Across the data below, in how many lines does the word "above" appear? Give only the number.

INPUT DATA>
::::::::::

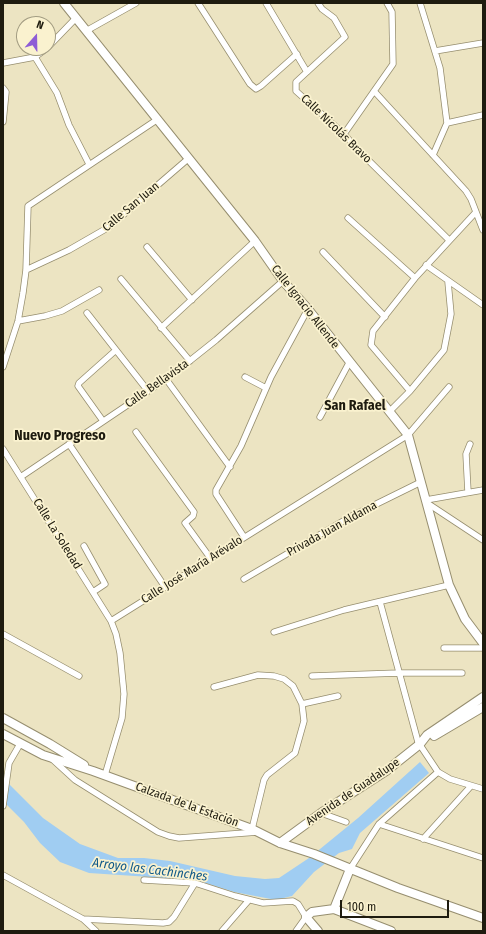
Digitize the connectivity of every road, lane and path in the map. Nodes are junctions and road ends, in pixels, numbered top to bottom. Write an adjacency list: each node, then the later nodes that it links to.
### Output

::::::::::

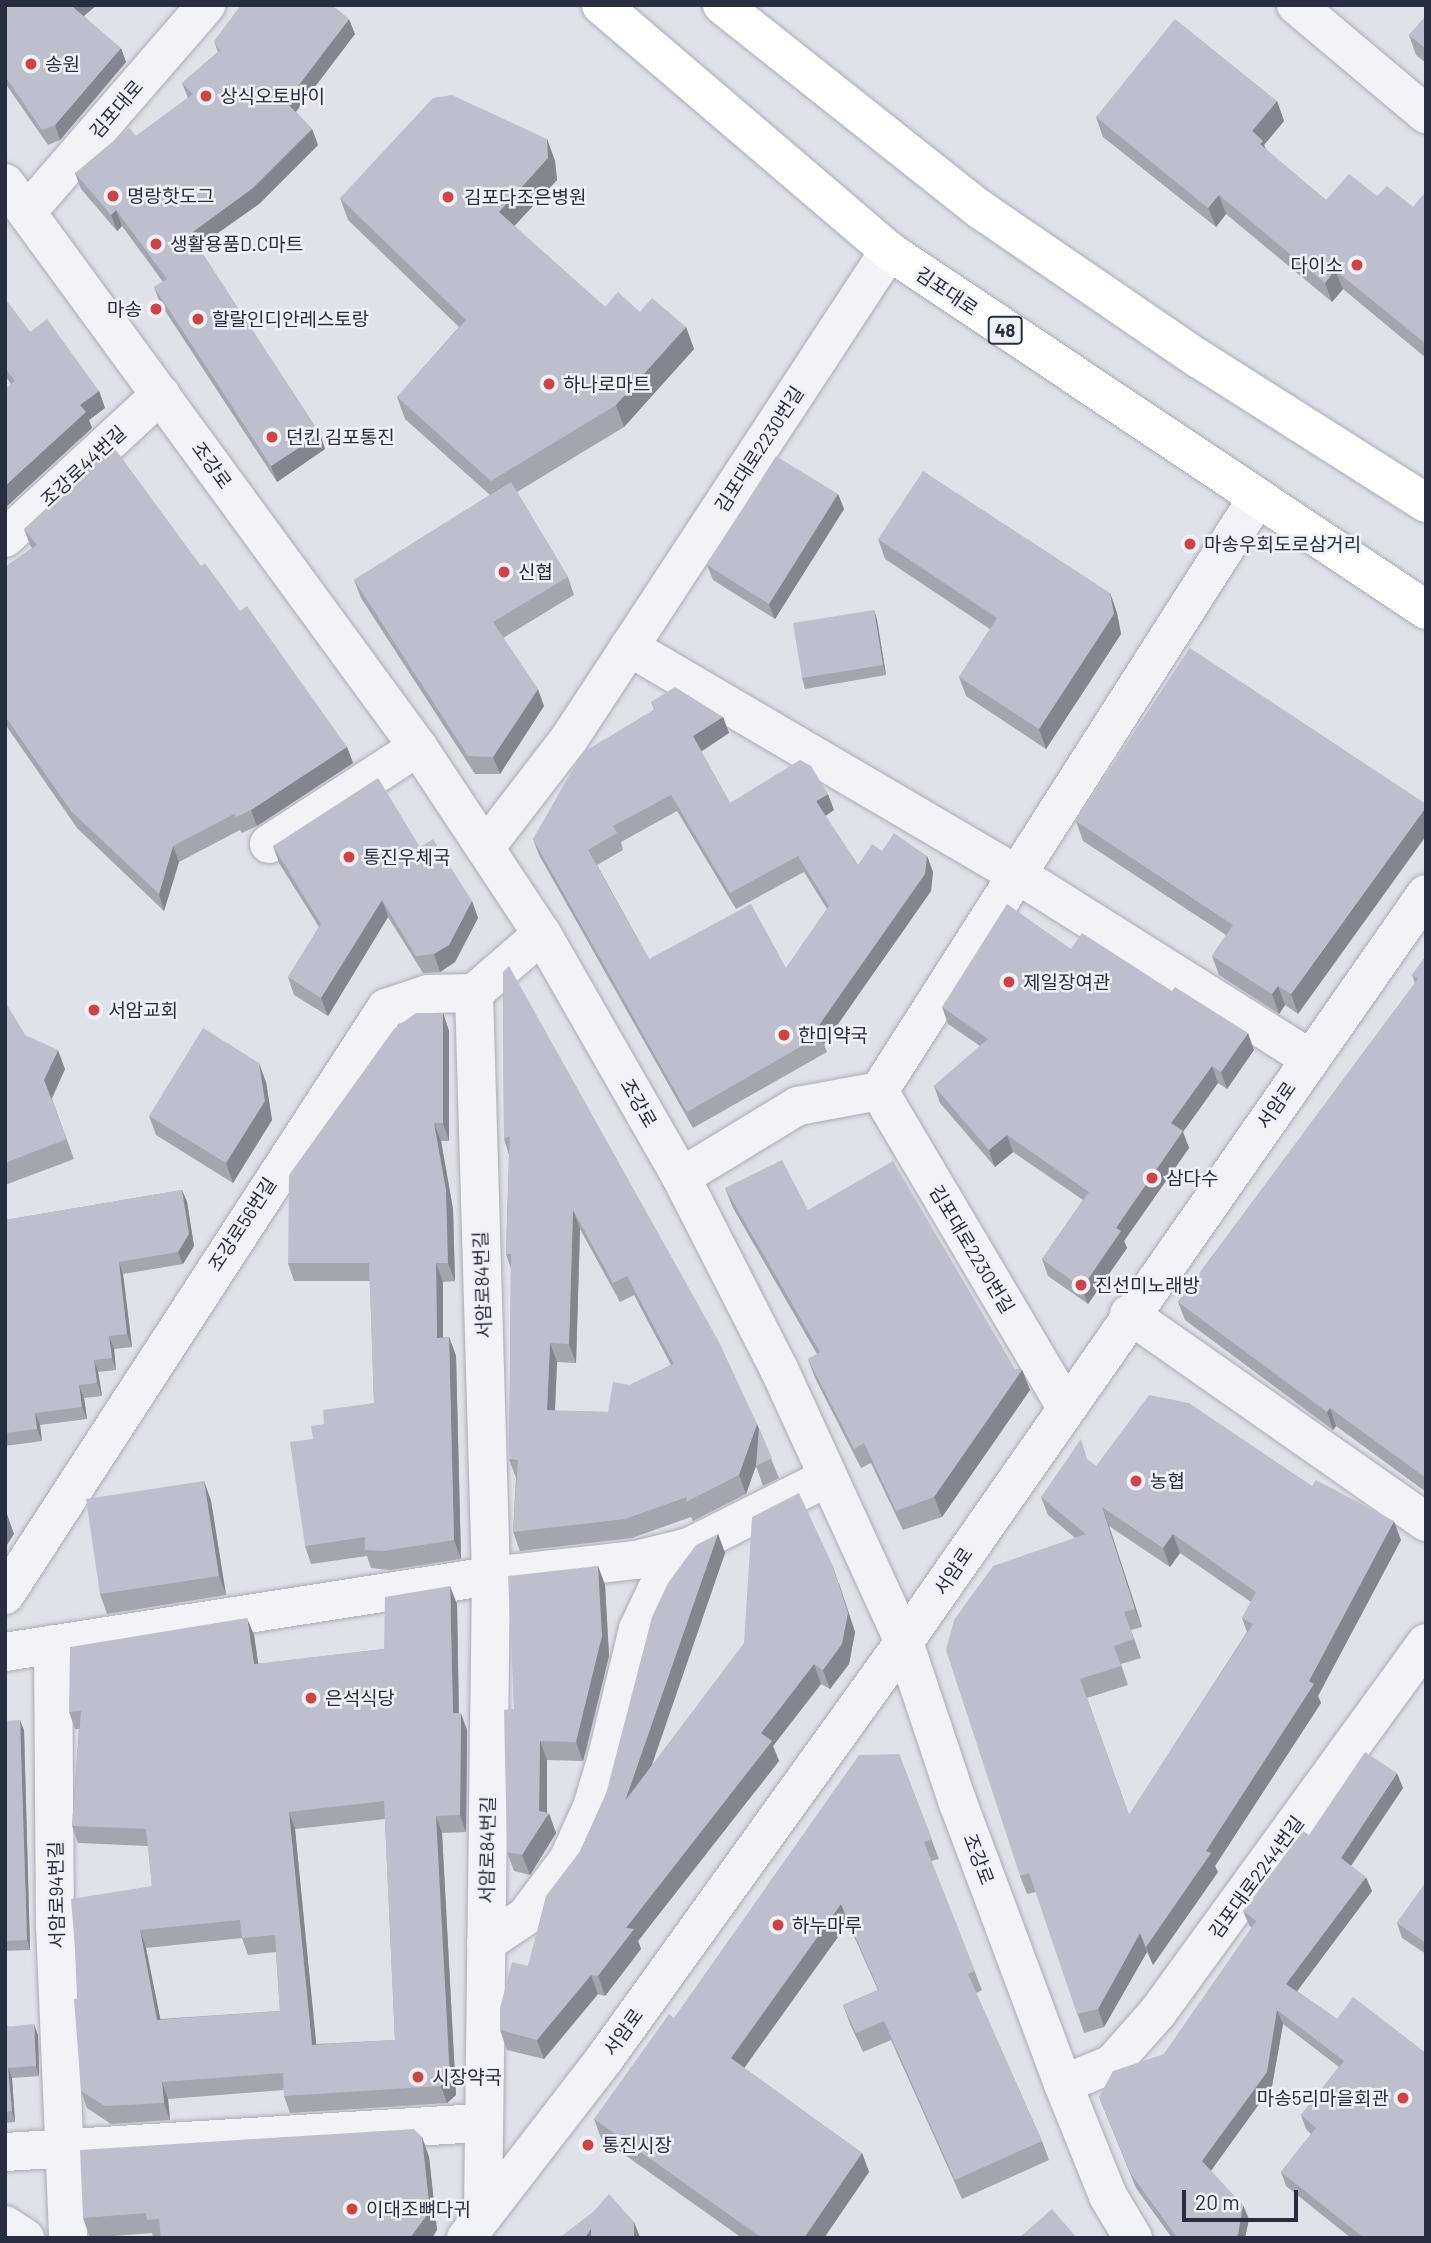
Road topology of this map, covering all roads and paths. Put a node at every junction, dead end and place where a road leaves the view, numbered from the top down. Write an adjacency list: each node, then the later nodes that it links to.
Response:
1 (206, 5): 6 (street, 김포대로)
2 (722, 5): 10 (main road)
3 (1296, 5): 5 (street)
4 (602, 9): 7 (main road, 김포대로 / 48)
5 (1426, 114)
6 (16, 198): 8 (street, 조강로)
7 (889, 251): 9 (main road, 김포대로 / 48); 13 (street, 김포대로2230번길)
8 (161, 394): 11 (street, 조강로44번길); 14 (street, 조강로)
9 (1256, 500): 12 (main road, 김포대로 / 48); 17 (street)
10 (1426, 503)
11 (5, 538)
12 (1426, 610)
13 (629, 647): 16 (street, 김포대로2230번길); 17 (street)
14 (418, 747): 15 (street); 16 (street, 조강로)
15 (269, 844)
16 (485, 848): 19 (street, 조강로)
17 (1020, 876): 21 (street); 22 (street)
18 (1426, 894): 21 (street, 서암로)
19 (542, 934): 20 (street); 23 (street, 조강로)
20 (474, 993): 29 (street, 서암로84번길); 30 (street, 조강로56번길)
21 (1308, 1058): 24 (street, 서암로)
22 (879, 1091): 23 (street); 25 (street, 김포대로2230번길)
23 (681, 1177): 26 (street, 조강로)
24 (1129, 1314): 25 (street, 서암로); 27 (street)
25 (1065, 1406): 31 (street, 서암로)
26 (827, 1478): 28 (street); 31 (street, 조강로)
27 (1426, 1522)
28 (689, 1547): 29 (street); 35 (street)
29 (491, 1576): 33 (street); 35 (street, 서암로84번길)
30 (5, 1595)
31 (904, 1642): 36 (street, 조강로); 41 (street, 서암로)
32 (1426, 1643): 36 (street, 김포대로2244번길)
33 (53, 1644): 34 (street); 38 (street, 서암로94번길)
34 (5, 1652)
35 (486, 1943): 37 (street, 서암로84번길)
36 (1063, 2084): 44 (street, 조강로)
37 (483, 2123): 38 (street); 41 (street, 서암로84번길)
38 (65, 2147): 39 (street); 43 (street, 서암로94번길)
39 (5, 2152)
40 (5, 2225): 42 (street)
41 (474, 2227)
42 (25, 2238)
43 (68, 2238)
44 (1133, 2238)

::::::::::

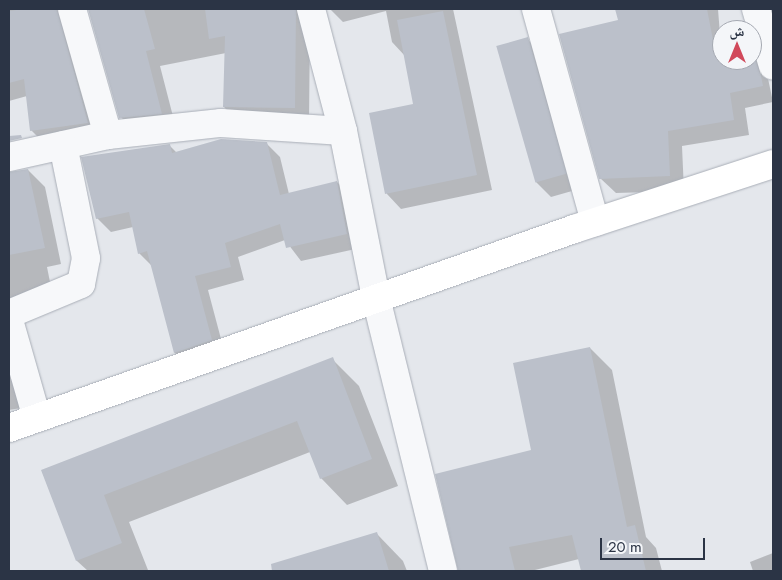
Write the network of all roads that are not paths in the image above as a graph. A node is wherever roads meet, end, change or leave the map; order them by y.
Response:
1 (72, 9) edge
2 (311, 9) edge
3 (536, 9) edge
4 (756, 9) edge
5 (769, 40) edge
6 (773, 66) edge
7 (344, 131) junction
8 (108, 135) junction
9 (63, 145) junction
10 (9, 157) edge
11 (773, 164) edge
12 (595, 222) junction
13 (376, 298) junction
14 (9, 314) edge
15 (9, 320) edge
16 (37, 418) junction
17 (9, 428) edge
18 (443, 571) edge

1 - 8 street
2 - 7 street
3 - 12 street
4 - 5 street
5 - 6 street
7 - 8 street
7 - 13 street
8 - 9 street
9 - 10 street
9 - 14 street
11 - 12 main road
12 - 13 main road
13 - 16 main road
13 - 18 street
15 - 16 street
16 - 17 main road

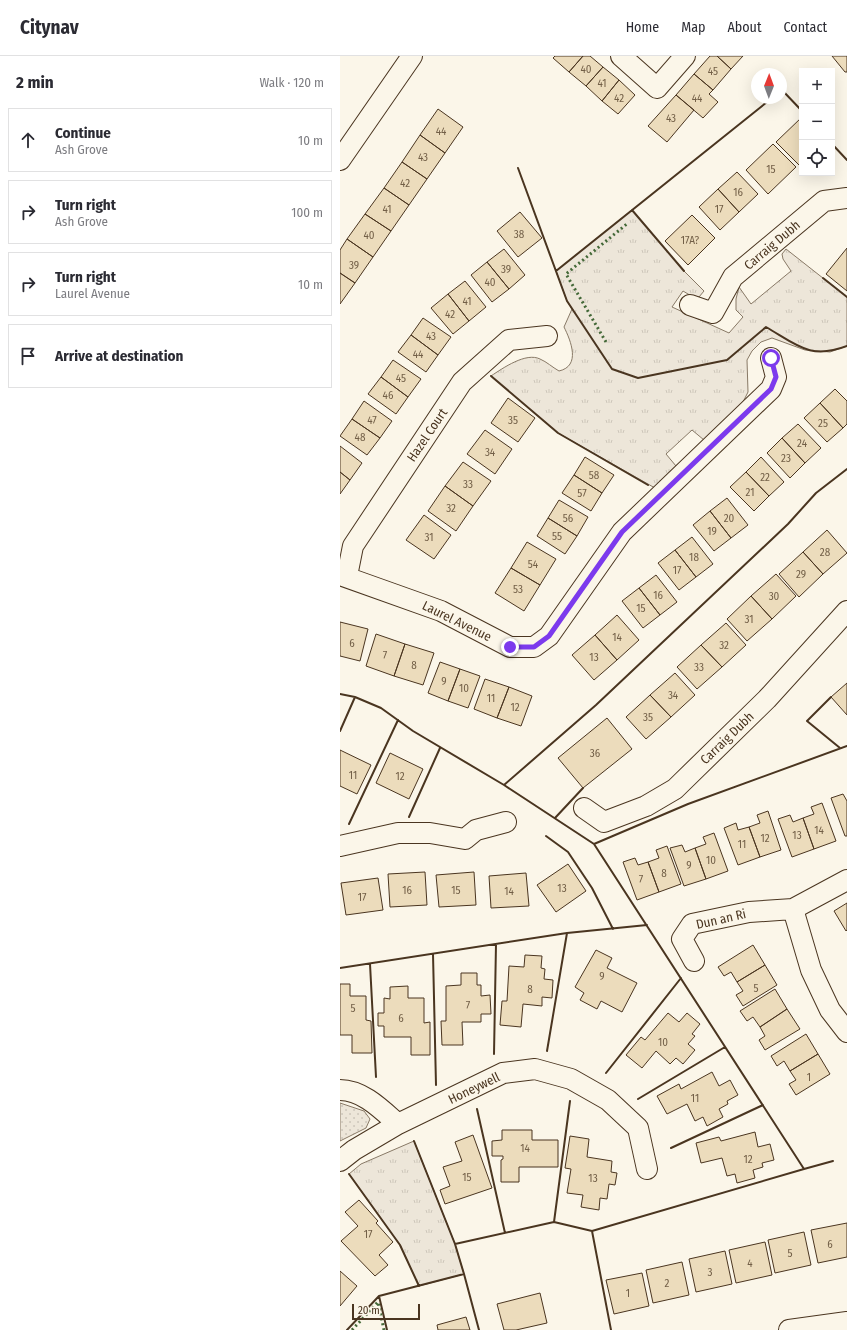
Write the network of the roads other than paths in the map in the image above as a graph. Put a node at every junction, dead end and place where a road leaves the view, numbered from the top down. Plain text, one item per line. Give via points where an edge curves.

::::::::::

RESULT BELOW> 2